近くにいた子ども達は一様にアスカの方に注目し、リリィと同じようにぽかんとその口を開いた。


「わらわを呼んだかえ? アスカよ……」


 アスカの背後に突然、豪華な着物に身を包んだ豊満な体の女性が現れる。

 その女性はふんわりと抱きしめるようにアスカを包み、妖しく微笑んだ。

 着ている着物は肩のところまではだけ、その大きな胸がこぼれそうになっており、髪色は眩いほどの金色で、瞳も同じく金色に輝き、中心にある黒い瞳孔を際立たせている。

 唯一人間の女性と違う部分があるとすれば、その女性には狐の耳と、九本の尻尾が生えていることくらいだろうか。

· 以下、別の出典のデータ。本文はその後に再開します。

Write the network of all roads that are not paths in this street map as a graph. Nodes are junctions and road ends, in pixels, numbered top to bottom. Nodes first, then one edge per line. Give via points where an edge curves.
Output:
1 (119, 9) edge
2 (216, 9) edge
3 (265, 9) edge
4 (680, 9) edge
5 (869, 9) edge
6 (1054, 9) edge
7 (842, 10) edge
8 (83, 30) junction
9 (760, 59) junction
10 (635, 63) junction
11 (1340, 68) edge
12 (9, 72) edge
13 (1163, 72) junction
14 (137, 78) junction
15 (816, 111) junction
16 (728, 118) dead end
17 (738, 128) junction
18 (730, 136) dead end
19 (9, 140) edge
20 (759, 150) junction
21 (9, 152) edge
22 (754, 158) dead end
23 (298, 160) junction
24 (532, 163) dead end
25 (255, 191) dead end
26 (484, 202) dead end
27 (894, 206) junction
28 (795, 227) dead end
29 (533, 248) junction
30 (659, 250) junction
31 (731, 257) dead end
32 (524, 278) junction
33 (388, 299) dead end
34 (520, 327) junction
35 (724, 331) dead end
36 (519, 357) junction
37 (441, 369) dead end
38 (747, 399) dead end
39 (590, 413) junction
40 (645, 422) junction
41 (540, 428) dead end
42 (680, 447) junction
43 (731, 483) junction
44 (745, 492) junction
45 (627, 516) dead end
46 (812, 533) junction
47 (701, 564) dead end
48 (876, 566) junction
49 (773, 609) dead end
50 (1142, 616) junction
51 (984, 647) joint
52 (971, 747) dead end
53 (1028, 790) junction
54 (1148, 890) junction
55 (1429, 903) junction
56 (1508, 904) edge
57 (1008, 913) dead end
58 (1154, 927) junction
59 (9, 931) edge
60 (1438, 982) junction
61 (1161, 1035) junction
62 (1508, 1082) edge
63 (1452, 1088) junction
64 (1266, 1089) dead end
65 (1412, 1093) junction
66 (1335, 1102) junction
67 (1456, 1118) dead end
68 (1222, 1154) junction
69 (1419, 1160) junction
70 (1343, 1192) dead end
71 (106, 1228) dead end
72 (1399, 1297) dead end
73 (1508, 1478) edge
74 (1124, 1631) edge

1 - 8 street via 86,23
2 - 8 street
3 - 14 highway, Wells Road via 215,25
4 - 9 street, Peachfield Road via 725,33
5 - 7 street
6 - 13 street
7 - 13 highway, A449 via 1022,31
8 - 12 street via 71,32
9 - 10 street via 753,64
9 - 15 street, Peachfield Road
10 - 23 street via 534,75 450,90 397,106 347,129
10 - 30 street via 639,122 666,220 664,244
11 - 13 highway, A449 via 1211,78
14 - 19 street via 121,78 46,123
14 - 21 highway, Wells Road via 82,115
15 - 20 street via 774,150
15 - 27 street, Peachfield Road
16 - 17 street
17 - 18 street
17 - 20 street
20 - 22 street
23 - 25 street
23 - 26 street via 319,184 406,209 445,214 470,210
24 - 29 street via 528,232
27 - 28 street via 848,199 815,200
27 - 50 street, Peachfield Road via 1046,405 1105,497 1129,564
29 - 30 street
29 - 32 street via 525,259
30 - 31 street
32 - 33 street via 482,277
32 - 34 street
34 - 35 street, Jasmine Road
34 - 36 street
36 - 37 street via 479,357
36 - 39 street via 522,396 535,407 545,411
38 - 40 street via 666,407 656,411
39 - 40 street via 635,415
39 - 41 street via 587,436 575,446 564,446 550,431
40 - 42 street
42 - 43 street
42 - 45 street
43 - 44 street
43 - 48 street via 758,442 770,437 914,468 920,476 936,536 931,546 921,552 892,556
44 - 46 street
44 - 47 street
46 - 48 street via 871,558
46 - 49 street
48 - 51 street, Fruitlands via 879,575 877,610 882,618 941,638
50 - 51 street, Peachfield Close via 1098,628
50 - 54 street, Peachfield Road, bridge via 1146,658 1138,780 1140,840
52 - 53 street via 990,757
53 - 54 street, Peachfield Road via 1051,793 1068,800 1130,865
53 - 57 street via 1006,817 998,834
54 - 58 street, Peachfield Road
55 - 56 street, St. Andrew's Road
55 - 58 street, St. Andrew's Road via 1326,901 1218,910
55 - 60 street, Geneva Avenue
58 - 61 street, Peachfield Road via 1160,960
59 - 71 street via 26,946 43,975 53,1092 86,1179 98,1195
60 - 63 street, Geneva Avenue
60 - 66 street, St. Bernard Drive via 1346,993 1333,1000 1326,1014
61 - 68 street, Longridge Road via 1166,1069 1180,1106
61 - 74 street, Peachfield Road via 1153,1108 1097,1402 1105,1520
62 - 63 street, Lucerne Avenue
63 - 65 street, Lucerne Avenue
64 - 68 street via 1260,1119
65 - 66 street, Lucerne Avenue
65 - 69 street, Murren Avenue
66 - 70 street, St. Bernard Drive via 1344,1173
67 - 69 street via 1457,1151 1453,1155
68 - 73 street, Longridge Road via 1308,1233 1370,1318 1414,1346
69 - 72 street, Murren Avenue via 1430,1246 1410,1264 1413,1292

 そんな女性を見て笑顔になったアスカは、弾むように返事を返した。


「おおーっ、タマちゃん久しぶりぃ! じゃ、とりあえずこの子よろしくね!」

「はぇ!? な、なんじゃこの赤子は!?」


 出現した玉藻を見たアスカは、素早く泣いている乳児を抱き上げ、玉藻へと手渡す。

 玉藻はぽかんと口を開きながら、アスカに向かって言葉をぶつけた。


「おい、アスカ! 一体この赤子は―――」

「ぎゃあああん! ぎゃあああん!」

「お、おう。泣くでない赤子。よーしよしよし……」

「うんうん。そんな感じ! じゃあその辺に集まってる子達の面倒、よろしくね♪」


 アスカはいつのまにか玉藻の周りに乳児のベッドを集め、しゅぴっと片手を上げて言葉を発する。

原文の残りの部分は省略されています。